About this task:
Only an exact, complete copy of the listing will serve as the answer.

################

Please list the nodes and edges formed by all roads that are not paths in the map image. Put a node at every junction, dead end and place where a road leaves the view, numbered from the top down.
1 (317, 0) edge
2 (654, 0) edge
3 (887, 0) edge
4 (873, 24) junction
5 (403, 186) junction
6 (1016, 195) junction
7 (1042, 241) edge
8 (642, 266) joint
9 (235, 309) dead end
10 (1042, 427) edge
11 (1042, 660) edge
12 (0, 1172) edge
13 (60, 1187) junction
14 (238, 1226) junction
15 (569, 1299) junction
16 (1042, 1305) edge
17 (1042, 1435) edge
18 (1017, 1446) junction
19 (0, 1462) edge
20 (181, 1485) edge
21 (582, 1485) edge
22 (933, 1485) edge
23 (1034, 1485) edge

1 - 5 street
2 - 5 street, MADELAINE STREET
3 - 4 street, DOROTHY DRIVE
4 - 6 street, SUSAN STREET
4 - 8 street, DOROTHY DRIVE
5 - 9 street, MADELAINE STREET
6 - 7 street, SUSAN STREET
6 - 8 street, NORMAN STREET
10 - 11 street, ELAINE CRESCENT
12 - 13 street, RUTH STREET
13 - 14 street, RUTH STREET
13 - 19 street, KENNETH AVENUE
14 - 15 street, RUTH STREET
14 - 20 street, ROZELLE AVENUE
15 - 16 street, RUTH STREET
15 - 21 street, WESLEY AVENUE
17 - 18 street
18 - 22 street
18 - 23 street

################

Answer space:
Please list the nodes and edges formed by all roads that are not paths in the map image. Put a node at every junction, dead end and place where a road leaves the view, numbered from the top down.
1 (317, 0) edge
2 (654, 0) edge
3 (887, 0) edge
4 (873, 24) junction
5 (403, 186) junction
6 (1016, 195) junction
7 (1042, 241) edge
8 (642, 266) joint
9 (235, 309) dead end
10 (1042, 427) edge
11 (1042, 660) edge
12 (0, 1172) edge
13 (60, 1187) junction
14 (238, 1226) junction
15 (569, 1299) junction
16 (1042, 1305) edge
17 (1042, 1435) edge
18 (1017, 1446) junction
19 (0, 1462) edge
20 (181, 1485) edge
21 (582, 1485) edge
22 (933, 1485) edge
23 (1034, 1485) edge

1 - 5 street
2 - 5 street, MADELAINE STREET
3 - 4 street, DOROTHY DRIVE
4 - 6 street, SUSAN STREET
4 - 8 street, DOROTHY DRIVE
5 - 9 street, MADELAINE STREET
6 - 7 street, SUSAN STREET
6 - 8 street, NORMAN STREET
10 - 11 street, ELAINE CRESCENT
12 - 13 street, RUTH STREET
13 - 14 street, RUTH STREET
13 - 19 street, KENNETH AVENUE
14 - 15 street, RUTH STREET
14 - 20 street, ROZELLE AVENUE
15 - 16 street, RUTH STREET
15 - 21 street, WESLEY AVENUE
17 - 18 street
18 - 22 street
18 - 23 street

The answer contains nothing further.